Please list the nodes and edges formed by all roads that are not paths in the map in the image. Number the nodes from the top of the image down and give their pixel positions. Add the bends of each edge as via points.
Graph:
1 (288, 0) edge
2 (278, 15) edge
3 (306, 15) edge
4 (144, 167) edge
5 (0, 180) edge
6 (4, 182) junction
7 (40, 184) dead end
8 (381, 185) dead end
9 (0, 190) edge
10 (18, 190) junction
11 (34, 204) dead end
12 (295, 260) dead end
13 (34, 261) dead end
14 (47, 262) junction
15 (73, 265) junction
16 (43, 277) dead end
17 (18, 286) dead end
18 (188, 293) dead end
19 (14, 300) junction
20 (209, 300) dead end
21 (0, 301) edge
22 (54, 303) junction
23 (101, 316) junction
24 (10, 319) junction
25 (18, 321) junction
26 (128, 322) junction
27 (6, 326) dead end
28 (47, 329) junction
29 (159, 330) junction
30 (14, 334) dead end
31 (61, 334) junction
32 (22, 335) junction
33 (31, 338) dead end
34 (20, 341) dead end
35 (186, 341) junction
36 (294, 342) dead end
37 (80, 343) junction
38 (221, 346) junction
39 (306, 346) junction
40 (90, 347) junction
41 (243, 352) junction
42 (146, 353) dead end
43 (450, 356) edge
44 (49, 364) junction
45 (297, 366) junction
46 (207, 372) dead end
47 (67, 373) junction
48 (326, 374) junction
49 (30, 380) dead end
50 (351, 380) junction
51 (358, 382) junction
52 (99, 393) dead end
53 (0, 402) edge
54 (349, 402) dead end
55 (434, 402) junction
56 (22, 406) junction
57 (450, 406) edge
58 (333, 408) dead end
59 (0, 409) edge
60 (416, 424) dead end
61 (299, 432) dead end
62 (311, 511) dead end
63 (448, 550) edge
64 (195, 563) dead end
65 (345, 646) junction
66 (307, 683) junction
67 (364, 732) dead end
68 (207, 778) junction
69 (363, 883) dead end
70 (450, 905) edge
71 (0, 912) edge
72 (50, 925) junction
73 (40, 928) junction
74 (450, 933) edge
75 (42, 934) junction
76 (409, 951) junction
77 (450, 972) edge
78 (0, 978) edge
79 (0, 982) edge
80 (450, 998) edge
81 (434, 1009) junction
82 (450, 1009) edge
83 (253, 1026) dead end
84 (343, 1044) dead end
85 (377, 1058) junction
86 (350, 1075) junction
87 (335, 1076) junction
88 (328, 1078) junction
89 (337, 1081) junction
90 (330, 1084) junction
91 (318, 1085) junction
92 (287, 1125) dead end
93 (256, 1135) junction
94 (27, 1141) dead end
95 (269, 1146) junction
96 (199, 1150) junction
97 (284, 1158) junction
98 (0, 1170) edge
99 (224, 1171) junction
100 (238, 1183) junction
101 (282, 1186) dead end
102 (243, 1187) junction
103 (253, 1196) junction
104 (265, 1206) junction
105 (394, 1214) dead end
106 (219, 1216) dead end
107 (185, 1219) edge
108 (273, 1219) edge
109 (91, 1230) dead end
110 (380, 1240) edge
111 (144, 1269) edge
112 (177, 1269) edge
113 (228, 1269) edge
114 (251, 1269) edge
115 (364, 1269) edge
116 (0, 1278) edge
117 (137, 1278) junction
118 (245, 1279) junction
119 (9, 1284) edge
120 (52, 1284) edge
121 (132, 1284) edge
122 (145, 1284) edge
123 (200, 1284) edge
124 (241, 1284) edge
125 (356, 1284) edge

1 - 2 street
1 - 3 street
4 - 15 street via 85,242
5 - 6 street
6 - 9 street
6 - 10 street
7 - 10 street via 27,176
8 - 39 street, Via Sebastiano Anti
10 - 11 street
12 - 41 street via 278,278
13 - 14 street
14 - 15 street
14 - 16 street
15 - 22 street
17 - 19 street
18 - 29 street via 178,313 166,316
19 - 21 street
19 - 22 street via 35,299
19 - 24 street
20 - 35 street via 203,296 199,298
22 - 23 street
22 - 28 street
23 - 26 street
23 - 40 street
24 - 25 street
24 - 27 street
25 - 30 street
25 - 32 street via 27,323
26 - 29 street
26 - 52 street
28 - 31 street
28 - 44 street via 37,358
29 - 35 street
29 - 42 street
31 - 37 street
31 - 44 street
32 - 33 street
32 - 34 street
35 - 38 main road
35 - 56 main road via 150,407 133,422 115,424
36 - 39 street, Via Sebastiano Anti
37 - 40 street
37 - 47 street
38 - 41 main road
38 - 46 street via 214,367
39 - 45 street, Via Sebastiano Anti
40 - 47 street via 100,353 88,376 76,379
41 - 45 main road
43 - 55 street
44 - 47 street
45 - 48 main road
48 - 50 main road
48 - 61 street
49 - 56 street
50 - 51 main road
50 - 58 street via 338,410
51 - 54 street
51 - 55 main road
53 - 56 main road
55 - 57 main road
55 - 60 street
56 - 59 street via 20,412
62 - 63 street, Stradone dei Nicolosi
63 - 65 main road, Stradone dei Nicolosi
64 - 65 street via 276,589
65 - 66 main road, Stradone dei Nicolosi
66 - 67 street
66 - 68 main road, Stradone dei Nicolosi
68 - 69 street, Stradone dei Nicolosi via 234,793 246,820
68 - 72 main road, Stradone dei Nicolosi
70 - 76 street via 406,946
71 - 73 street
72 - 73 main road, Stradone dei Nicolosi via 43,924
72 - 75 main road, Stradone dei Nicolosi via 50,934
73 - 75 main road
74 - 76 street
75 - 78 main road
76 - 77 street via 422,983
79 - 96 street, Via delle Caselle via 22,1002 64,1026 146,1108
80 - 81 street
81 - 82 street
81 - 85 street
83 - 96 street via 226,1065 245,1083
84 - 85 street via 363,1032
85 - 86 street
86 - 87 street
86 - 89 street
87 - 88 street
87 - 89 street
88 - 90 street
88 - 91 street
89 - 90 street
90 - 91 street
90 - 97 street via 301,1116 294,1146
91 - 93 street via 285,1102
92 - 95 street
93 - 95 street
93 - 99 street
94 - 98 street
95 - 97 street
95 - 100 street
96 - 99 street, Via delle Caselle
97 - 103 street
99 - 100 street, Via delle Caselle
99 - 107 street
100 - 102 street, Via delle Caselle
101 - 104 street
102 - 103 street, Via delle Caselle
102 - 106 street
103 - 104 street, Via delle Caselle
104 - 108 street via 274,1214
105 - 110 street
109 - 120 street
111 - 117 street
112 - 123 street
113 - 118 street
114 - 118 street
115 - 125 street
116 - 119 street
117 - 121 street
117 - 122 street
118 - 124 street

**WORK INSTRUCTION:**
Every record above needs to be copied exactly.

**TASK OUTPUT:**
Please list the nodes and edges formed by all roads that are not paths in the map in the image. Number the nodes from the top of the image down and give their pixel positions. Add the bends of each edge as via points.
Graph:
1 (288, 0) edge
2 (278, 15) edge
3 (306, 15) edge
4 (144, 167) edge
5 (0, 180) edge
6 (4, 182) junction
7 (40, 184) dead end
8 (381, 185) dead end
9 (0, 190) edge
10 (18, 190) junction
11 (34, 204) dead end
12 (295, 260) dead end
13 (34, 261) dead end
14 (47, 262) junction
15 (73, 265) junction
16 (43, 277) dead end
17 (18, 286) dead end
18 (188, 293) dead end
19 (14, 300) junction
20 (209, 300) dead end
21 (0, 301) edge
22 (54, 303) junction
23 (101, 316) junction
24 (10, 319) junction
25 (18, 321) junction
26 (128, 322) junction
27 (6, 326) dead end
28 (47, 329) junction
29 (159, 330) junction
30 (14, 334) dead end
31 (61, 334) junction
32 (22, 335) junction
33 (31, 338) dead end
34 (20, 341) dead end
35 (186, 341) junction
36 (294, 342) dead end
37 (80, 343) junction
38 (221, 346) junction
39 (306, 346) junction
40 (90, 347) junction
41 (243, 352) junction
42 (146, 353) dead end
43 (450, 356) edge
44 (49, 364) junction
45 (297, 366) junction
46 (207, 372) dead end
47 (67, 373) junction
48 (326, 374) junction
49 (30, 380) dead end
50 (351, 380) junction
51 (358, 382) junction
52 (99, 393) dead end
53 (0, 402) edge
54 (349, 402) dead end
55 (434, 402) junction
56 (22, 406) junction
57 (450, 406) edge
58 (333, 408) dead end
59 (0, 409) edge
60 (416, 424) dead end
61 (299, 432) dead end
62 (311, 511) dead end
63 (448, 550) edge
64 (195, 563) dead end
65 (345, 646) junction
66 (307, 683) junction
67 (364, 732) dead end
68 (207, 778) junction
69 (363, 883) dead end
70 (450, 905) edge
71 (0, 912) edge
72 (50, 925) junction
73 (40, 928) junction
74 (450, 933) edge
75 (42, 934) junction
76 (409, 951) junction
77 (450, 972) edge
78 (0, 978) edge
79 (0, 982) edge
80 (450, 998) edge
81 (434, 1009) junction
82 (450, 1009) edge
83 (253, 1026) dead end
84 (343, 1044) dead end
85 (377, 1058) junction
86 (350, 1075) junction
87 (335, 1076) junction
88 (328, 1078) junction
89 (337, 1081) junction
90 (330, 1084) junction
91 (318, 1085) junction
92 (287, 1125) dead end
93 (256, 1135) junction
94 (27, 1141) dead end
95 (269, 1146) junction
96 (199, 1150) junction
97 (284, 1158) junction
98 (0, 1170) edge
99 (224, 1171) junction
100 (238, 1183) junction
101 (282, 1186) dead end
102 (243, 1187) junction
103 (253, 1196) junction
104 (265, 1206) junction
105 (394, 1214) dead end
106 (219, 1216) dead end
107 (185, 1219) edge
108 (273, 1219) edge
109 (91, 1230) dead end
110 (380, 1240) edge
111 (144, 1269) edge
112 (177, 1269) edge
113 (228, 1269) edge
114 (251, 1269) edge
115 (364, 1269) edge
116 (0, 1278) edge
117 (137, 1278) junction
118 (245, 1279) junction
119 (9, 1284) edge
120 (52, 1284) edge
121 (132, 1284) edge
122 (145, 1284) edge
123 (200, 1284) edge
124 (241, 1284) edge
125 (356, 1284) edge

1 - 2 street
1 - 3 street
4 - 15 street via 85,242
5 - 6 street
6 - 9 street
6 - 10 street
7 - 10 street via 27,176
8 - 39 street, Via Sebastiano Anti
10 - 11 street
12 - 41 street via 278,278
13 - 14 street
14 - 15 street
14 - 16 street
15 - 22 street
17 - 19 street
18 - 29 street via 178,313 166,316
19 - 21 street
19 - 22 street via 35,299
19 - 24 street
20 - 35 street via 203,296 199,298
22 - 23 street
22 - 28 street
23 - 26 street
23 - 40 street
24 - 25 street
24 - 27 street
25 - 30 street
25 - 32 street via 27,323
26 - 29 street
26 - 52 street
28 - 31 street
28 - 44 street via 37,358
29 - 35 street
29 - 42 street
31 - 37 street
31 - 44 street
32 - 33 street
32 - 34 street
35 - 38 main road
35 - 56 main road via 150,407 133,422 115,424
36 - 39 street, Via Sebastiano Anti
37 - 40 street
37 - 47 street
38 - 41 main road
38 - 46 street via 214,367
39 - 45 street, Via Sebastiano Anti
40 - 47 street via 100,353 88,376 76,379
41 - 45 main road
43 - 55 street
44 - 47 street
45 - 48 main road
48 - 50 main road
48 - 61 street
49 - 56 street
50 - 51 main road
50 - 58 street via 338,410
51 - 54 street
51 - 55 main road
53 - 56 main road
55 - 57 main road
55 - 60 street
56 - 59 street via 20,412
62 - 63 street, Stradone dei Nicolosi
63 - 65 main road, Stradone dei Nicolosi
64 - 65 street via 276,589
65 - 66 main road, Stradone dei Nicolosi
66 - 67 street
66 - 68 main road, Stradone dei Nicolosi
68 - 69 street, Stradone dei Nicolosi via 234,793 246,820
68 - 72 main road, Stradone dei Nicolosi
70 - 76 street via 406,946
71 - 73 street
72 - 73 main road, Stradone dei Nicolosi via 43,924
72 - 75 main road, Stradone dei Nicolosi via 50,934
73 - 75 main road
74 - 76 street
75 - 78 main road
76 - 77 street via 422,983
79 - 96 street, Via delle Caselle via 22,1002 64,1026 146,1108
80 - 81 street
81 - 82 street
81 - 85 street
83 - 96 street via 226,1065 245,1083
84 - 85 street via 363,1032
85 - 86 street
86 - 87 street
86 - 89 street
87 - 88 street
87 - 89 street
88 - 90 street
88 - 91 street
89 - 90 street
90 - 91 street
90 - 97 street via 301,1116 294,1146
91 - 93 street via 285,1102
92 - 95 street
93 - 95 street
93 - 99 street
94 - 98 street
95 - 97 street
95 - 100 street
96 - 99 street, Via delle Caselle
97 - 103 street
99 - 100 street, Via delle Caselle
99 - 107 street
100 - 102 street, Via delle Caselle
101 - 104 street
102 - 103 street, Via delle Caselle
102 - 106 street
103 - 104 street, Via delle Caselle
104 - 108 street via 274,1214
105 - 110 street
109 - 120 street
111 - 117 street
112 - 123 street
113 - 118 street
114 - 118 street
115 - 125 street
116 - 119 street
117 - 121 street
117 - 122 street
118 - 124 street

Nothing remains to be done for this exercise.